Since some part of the catheter stays outside of body in PICC, the incidences of infection, phlebitis, catheter damage, arm swelling on the catheter placed side, catheter obstruction, and difficulty in blood withdrawal are higher [17]. In contrast, TIVAD uses subcutaneous-implanted intravenous infusion device. Although the complications such as infection and catheter occlusion can also happen [18], TIVAD is still relatively safer than PICC. In addition to the serious complications such as pneumothorax and blood pneumothorax in TIVAD, there are also some fatal complications such as catheter rupture/break that might happen during the catheter indwelling process. Since 2008, our center has performed 4080 cases of TIVAD, in which 15 cases had catheter rupture/break. Although all these cases were treated and remedied in time, the catheter end of one patient accidentally entered the pulmonary artery when we tried to take out the broken catheter. The catheter was eventually removed through the chest, and the patient was no longer in danger. Most of the studies show that the IV port can stay in body for a long time. However, based on the large number of cases we performed, we think the IV port should be removed as soon as possible after all the treatments, in order to avoid serious complications.

In addition, taking care of PICC is relatively complicated. It needs maintenance every week, and the film needs to be changed quite often. Due to the external part of the catheter in PICC, the local area needs to be kept clean and dry. If the film is curled or loose, it should be replaced as soon as possible [19]. Chen et al. [20] investigated the status of knowledge, attitude, and practice (KAP) toward the daily management of PICC in critically ill cancer patients, and they found that the KAP status toward the daily management of PICC in critically ill cancer patients discharged from intensive care units is not optimistic and needs to be further improved. Also, the arm on the catheter side should not lift heavy objects. Although the daily activities of the patients are not affected, most of the PICC patients still feel that the life quality is affected. Especially for the arm on the catheter side, its movement is not convenient. On the contrary, for TIVAD, it only needs maintenance once every month. According to most of the current chemotherapy regimens, TIVAD patients only need to take care of the catheter during chemotherapy, and it does not affect the patient daily activities.

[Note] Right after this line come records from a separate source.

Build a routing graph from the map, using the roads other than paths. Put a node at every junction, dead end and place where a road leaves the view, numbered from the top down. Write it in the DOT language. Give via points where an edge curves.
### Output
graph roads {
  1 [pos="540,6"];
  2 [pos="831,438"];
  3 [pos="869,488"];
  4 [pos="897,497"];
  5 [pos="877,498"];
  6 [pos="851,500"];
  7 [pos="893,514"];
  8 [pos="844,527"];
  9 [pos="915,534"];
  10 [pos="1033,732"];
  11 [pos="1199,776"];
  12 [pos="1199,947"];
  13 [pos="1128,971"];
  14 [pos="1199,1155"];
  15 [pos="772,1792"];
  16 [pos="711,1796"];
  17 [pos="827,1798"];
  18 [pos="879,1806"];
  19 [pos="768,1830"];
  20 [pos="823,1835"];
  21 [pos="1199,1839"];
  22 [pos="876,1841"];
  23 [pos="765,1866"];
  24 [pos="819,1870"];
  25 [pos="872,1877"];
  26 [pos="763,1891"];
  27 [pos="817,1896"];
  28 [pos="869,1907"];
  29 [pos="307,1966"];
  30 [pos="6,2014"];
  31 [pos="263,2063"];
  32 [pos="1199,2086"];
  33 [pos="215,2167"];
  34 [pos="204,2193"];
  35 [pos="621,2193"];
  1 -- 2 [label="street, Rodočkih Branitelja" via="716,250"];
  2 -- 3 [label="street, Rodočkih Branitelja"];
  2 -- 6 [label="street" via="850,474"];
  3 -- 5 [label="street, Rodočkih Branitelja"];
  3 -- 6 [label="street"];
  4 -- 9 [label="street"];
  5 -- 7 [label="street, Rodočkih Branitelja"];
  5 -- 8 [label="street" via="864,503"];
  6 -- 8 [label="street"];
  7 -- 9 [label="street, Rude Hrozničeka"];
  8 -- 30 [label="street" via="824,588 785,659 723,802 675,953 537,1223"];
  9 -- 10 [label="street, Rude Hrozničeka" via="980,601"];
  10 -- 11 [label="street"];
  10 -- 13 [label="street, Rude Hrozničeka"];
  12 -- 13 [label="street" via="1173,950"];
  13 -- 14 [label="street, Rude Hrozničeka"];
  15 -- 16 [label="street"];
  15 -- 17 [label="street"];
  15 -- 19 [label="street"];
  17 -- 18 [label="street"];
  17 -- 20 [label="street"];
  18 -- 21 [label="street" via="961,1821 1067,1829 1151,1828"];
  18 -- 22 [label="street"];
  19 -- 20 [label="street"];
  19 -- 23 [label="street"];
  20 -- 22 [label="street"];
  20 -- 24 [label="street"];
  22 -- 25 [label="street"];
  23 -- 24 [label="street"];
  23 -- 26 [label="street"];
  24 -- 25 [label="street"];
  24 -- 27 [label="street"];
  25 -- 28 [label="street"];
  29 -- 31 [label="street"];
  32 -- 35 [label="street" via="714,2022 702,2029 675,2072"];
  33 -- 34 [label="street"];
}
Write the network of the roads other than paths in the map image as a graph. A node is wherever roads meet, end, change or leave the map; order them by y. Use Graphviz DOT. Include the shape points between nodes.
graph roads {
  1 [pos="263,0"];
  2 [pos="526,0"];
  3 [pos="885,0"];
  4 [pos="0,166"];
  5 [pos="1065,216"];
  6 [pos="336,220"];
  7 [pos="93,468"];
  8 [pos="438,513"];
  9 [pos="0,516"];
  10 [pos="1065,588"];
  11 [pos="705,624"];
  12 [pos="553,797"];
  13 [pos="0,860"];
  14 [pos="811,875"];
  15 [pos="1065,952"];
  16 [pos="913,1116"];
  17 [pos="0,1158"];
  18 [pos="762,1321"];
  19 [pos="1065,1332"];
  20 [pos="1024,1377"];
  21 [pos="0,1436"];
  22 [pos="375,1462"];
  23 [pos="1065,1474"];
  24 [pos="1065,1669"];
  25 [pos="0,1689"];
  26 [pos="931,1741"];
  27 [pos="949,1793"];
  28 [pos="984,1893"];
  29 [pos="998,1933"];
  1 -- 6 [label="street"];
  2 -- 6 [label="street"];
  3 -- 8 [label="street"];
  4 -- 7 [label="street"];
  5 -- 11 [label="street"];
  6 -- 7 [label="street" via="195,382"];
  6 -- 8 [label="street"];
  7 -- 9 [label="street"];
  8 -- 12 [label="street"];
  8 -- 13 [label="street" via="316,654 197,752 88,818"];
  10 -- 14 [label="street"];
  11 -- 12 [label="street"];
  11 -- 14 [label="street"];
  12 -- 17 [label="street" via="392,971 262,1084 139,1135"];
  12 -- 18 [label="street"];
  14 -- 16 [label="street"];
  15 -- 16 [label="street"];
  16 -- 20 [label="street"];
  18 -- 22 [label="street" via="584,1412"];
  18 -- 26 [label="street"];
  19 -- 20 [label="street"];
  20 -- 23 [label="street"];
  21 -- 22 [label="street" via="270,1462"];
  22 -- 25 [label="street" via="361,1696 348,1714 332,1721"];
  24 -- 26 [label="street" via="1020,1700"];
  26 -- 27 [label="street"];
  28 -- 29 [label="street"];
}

In summary, although TIVAD has more complications than PICC during the catheterization, it is more convenient during the process of catheter indwelling and has fewer complications. Also, TIVAD does not affect the daily activities of the patient. Thereby, compared to PICC, TIVAD can greatly improve the life quality of the patient and reduce the workload of the nurses. Therefore, TIVAD is recommended for the patients who require long-term and high-dose chemotherapy such as eight cycles or more chemotherapy and those patients who lived far away from the hospital, while PICC is more suitable for the patients with shorter chemotherapy duration such as four-cycle chemotherapy or living close to hospital.